チョイチョイと耳を触る。元々横の伸びていた耳は完全に人のそれになり、
見た目だけでなく中身も人のそれになっている。俺は彼が鏡を見ている間に
擬似世界を解体する。10秒ほど鏡を見ながら耳を触ったコメットさんは、
言葉になってない言葉を発した。

「あ、あ…」
「?」
「ありがとうっ!!」

ムギュっと抱きつかれた。…そんなにこの耳が知られるのが怖かったのか。
セドリックの方をチラリと見ると、彼はいつも通りの満面の笑みで頷いた。

「これならバレない!顔も出せる!もうコソコソ過ごすことが無いんだ!
 いやっったああああぁぁ!!」
「喜んで貰えたなら嬉しいです」

ただ…と俺は付け加える。耳の姿を変えるのはいつでも出来るのだが、
この問題をどうしようかと考えていたのだ。

「その、耳なんですけど。俺の魔力で作っているんですね。
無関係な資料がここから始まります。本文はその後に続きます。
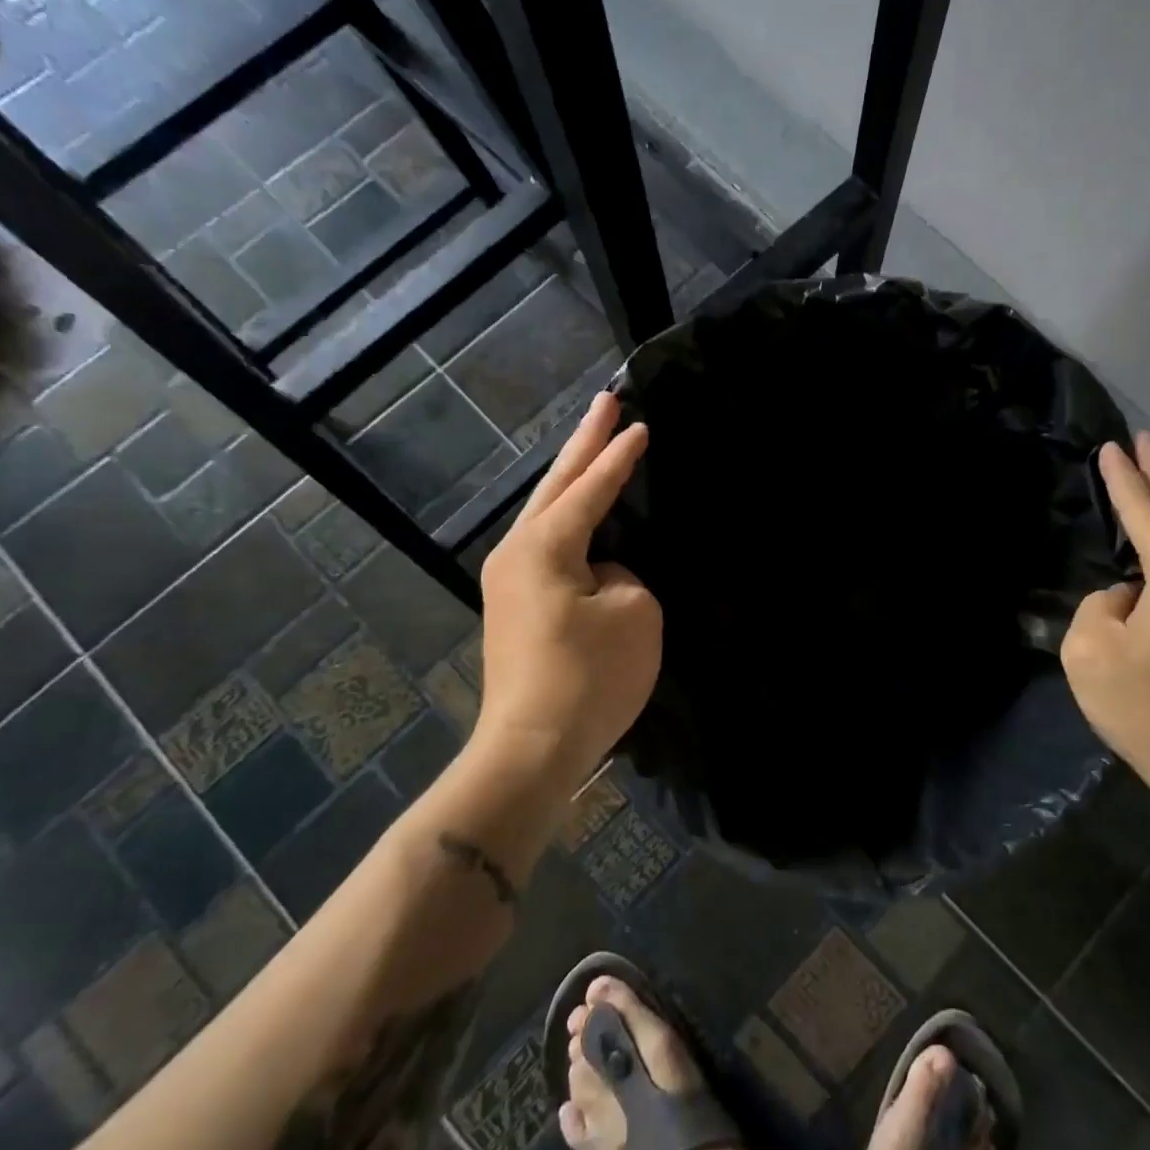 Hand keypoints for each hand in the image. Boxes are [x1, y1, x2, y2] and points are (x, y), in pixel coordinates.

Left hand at [475, 392, 661, 780]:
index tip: (640, 423)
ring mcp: (509, 580)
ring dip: (572, 478)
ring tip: (593, 446)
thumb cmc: (588, 677)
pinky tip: (580, 513)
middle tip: (605, 401)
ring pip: (546, 512)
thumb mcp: (634, 613)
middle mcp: (517, 551)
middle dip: (583, 443)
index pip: (591, 488)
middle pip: (556, 485)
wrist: (532, 748)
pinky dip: (568, 517)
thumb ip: (624, 574)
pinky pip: (547, 543)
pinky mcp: (515, 606)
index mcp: (544, 544)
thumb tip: (603, 574)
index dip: (619, 456)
だから、あなたの体内
 の俺の魔力が無くなると…その、元に戻っちゃうんですよ」
「…え、じゃあこれは、放って置いたら、また元通り?」

予想していた通り、途端にコメットさんは悲しそうな表情になる。
やっぱり、エルフは長寿な分精神的な成長も遅いのか…と詮無きことを頭の
片隅で考えながら、俺は首を横に振る。

「いいえ、策は有ります。俺から永続的に魔力を少しづつ貰えば良いんです」
「どうやって?契約魔法?」

…これは、言ってもいいのか。それとも否か。
俺はこのお詫びの品を考えついた時からの悩みに直面させられた。
そして、俺はこれを話す勇気をつけた。